From: Oza Oza @ 2017-03-20  8:57 UTC (permalink / raw)
  To: Joerg Roedel, Robin Murphy, linux-pci
  Cc: iommu, linux-kernel, linux-arm-kernel, devicetree,
	bcm-kernel-feedback-list

+  linux-pci

Regards,
Oza.

-----Original Message-----
From: Oza Pawandeep [mailto:oza.oza@broadcom.com]
Sent: Friday, March 17, 2017 11:41 AM
To: Joerg Roedel; Robin Murphy
Cc: iommu@lists.linux-foundation.org; linux-kernel@vger.kernel.org;
linux-arm-kernel@lists.infradead.org; devicetree@vger.kernel.org;
bcm-kernel-feedback-list@broadcom.com; Oza Pawandeep
Subject: [RFC PATCH] iommu/dma: account pci host bridge dma_mask for IOVA
allocation

It is possible that PCI device supports 64-bit DMA addressing, and thus
it's driver sets device's dma_mask to DMA_BIT_MASK(64), however PCI host
bridge may have limitations on the inbound transaction addressing. As an
example, consider NVME SSD device connected to iproc-PCIe controller.
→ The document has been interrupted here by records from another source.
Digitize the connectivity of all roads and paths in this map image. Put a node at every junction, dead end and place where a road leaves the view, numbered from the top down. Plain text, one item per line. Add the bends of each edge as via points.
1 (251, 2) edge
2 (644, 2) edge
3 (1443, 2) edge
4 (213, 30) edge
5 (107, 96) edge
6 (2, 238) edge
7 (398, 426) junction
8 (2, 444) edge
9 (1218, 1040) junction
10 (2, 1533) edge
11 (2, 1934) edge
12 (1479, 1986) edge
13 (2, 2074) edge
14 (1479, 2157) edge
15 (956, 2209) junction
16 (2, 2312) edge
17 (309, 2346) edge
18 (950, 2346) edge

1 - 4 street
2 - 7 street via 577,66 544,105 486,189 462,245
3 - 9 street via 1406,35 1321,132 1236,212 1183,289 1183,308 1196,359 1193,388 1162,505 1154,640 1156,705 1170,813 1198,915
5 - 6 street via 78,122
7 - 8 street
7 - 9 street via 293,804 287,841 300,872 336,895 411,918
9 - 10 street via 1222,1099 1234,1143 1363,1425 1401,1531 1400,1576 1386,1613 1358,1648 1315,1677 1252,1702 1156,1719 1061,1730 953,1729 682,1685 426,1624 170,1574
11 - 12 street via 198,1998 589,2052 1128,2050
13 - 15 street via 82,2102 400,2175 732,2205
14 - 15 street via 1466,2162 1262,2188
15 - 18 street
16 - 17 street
Currently, the IOMMU DMA ops only considers PCI device dma_mask when
allocating an IOVA. This is particularly problematic on
ARM/ARM64 SOCs where the IOMMU (i.e. SMMU) translates IOVA to PA for
in-bound transactions only after PCI Host has forwarded these transactions
on SOC IO bus. This means on such ARM/ARM64 SOCs the IOVA of in-bound
transactions has to honor the addressing restrictions of the PCI Host.

this patch is inspired by
http://www.mail-archive.com/linux-kernel@vger.kernel.org/msg1306545.html
http://www.spinics.net/lists/arm-kernel/msg566947.html

but above inspiraiton solves the half of the problem.
the rest of the problem is descrbied below, what we face on iproc based
SOCs.

current pcie frmework and of framework integration assumes dma-ranges in a
way where memory-mapped devices define their dma-ranges.
dma-ranges: (child-bus-address, parent-bus-address, length).
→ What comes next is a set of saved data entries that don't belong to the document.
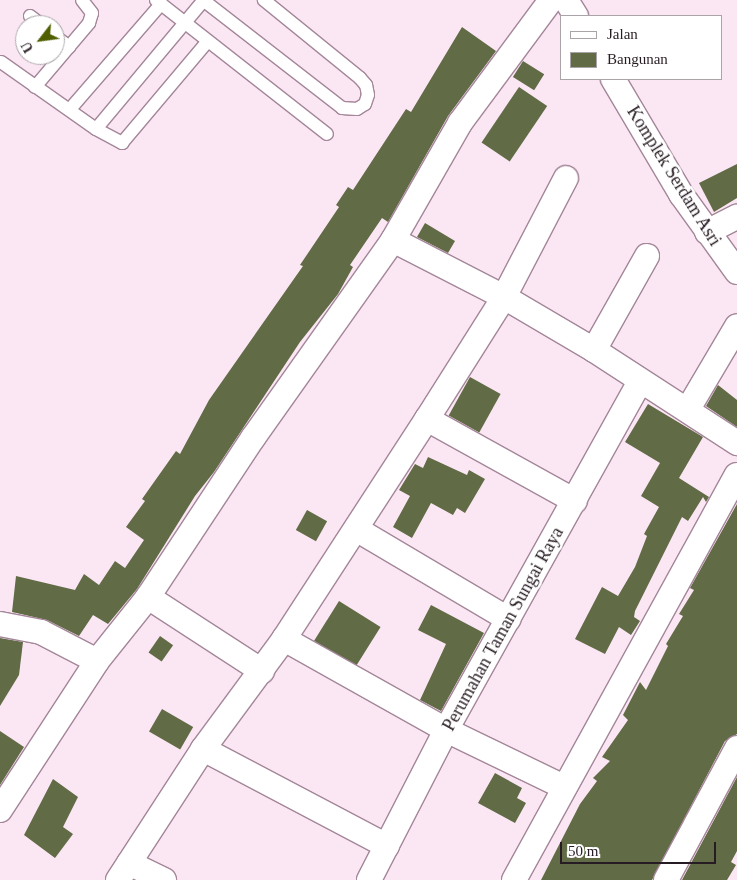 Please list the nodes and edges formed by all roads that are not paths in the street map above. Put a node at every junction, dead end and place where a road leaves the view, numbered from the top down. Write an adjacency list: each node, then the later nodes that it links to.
1 (82, 0): 11 (lane)
2 (203, 0): 3 (lane); 8 (lane)
3 (264, 0)
4 (551, 0): 21 (street)
5 (566, 0): 7 (street)
6 (159, 2): 8 (lane); 15 (lane)
7 (575, 15)
8 (185, 22): 9 (lane); 16 (lane)
9 (208, 41): 16 (lane); 17 (lane)
10 (65, 44): 11 (lane)
11 (69, 47): 14 (lane)
12 (1, 62): 14 (lane)
13 (614, 80): 20 (street, Komplek Serdam Asri)
14 (35, 87): 15 (lane)
15 (71, 108): 16 (lane)
16 (96, 129)
17 (327, 134)
18 (566, 178): 24 (street)
19 (737, 217): 20 (street)
20 (707, 232): 23 (street, Komplek Serdam Asri)
21 (393, 240): 24 (street); 34 (street)
22 (647, 256): 26 (street)
23 (737, 272)
24 (504, 298): 26 (street); 29 (street)
25 (737, 326): 28 (street)
26 (594, 350): 27 (street)
27 (640, 380): 28 (street); 32 (street, Perumahan Taman Sungai Raya)
28 (688, 409): 30 (street)
29 (427, 420): 32 (street); 33 (street)
30 (737, 443)
31 (737, 475): 43 (street)
32 (575, 501): 35 (street, Perumahan Taman Sungai Raya)
33 (356, 529): 35 (street); 37 (street)
34 (148, 597): 38 (street); 39 (street)
35 (508, 618): 40 (street, Perumahan Taman Sungai Raya)
36 (0, 624): 38 (street)
37 (284, 639): 39 (street); 40 (street)
38 (97, 661): 44 (street)
39 (262, 671): 42 (street)
40 (446, 730): 43 (street); 45 (street, Perumahan Taman Sungai Raya)
41 (737, 748): 50 (street)
42 (202, 749): 45 (street); 46 (street)
43 (564, 787): 49 (street)
44 (0, 810)
45 (387, 846): 48 (street, Perumahan Taman Sungai Raya)
46 (124, 872): 47 (street)
47 (164, 880)
48 (369, 880)
49 (514, 880)
50 (666, 880) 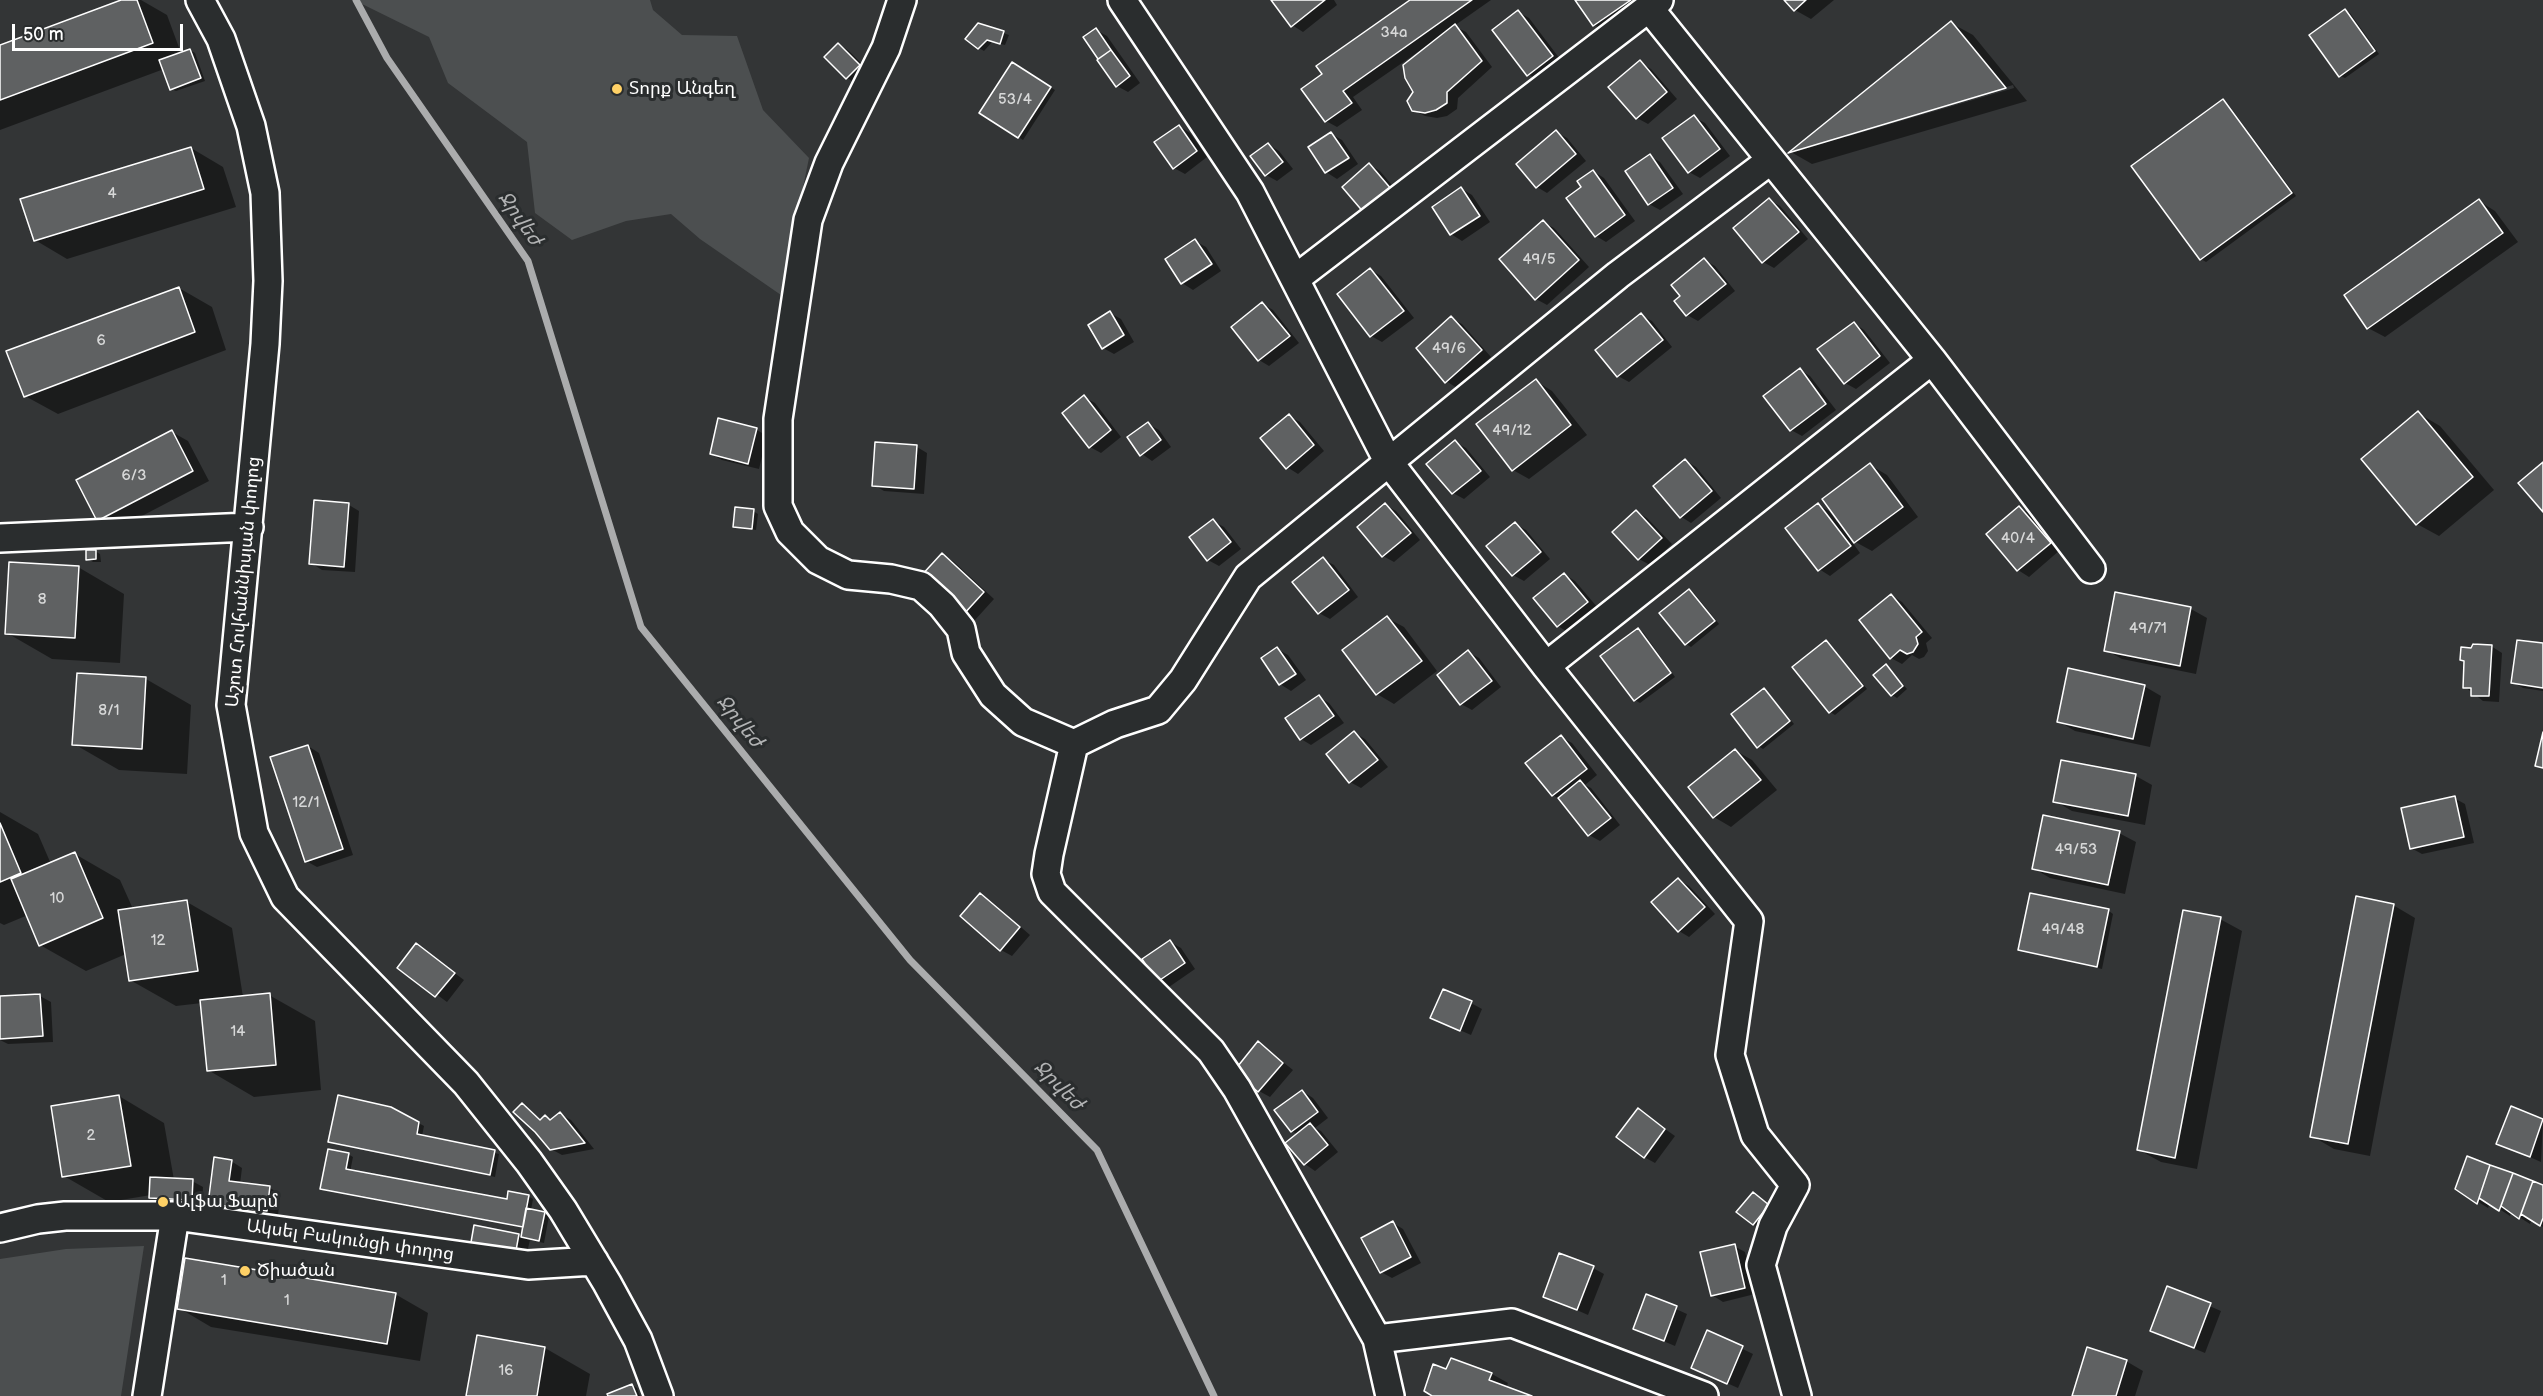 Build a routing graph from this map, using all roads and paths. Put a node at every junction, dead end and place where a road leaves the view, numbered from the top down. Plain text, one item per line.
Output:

but iproc based SOCs and even Rcar based SOCs has PCI world dma-ranges.
dma-ranges = <0x43000000 0x00 0x00 0x00 0x00 0x80 0x00>;

of_dma_configure is specifically witten to take care of memory mapped
devices.
but no implementation exists for pci to take care of pcie based memory
ranges.
in fact pci world doesnt seem to define standard dma-ranges since there is
an absense of the same, the dma_mask used to remain 32bit because of
0 size return (parsed by of_dma_configure())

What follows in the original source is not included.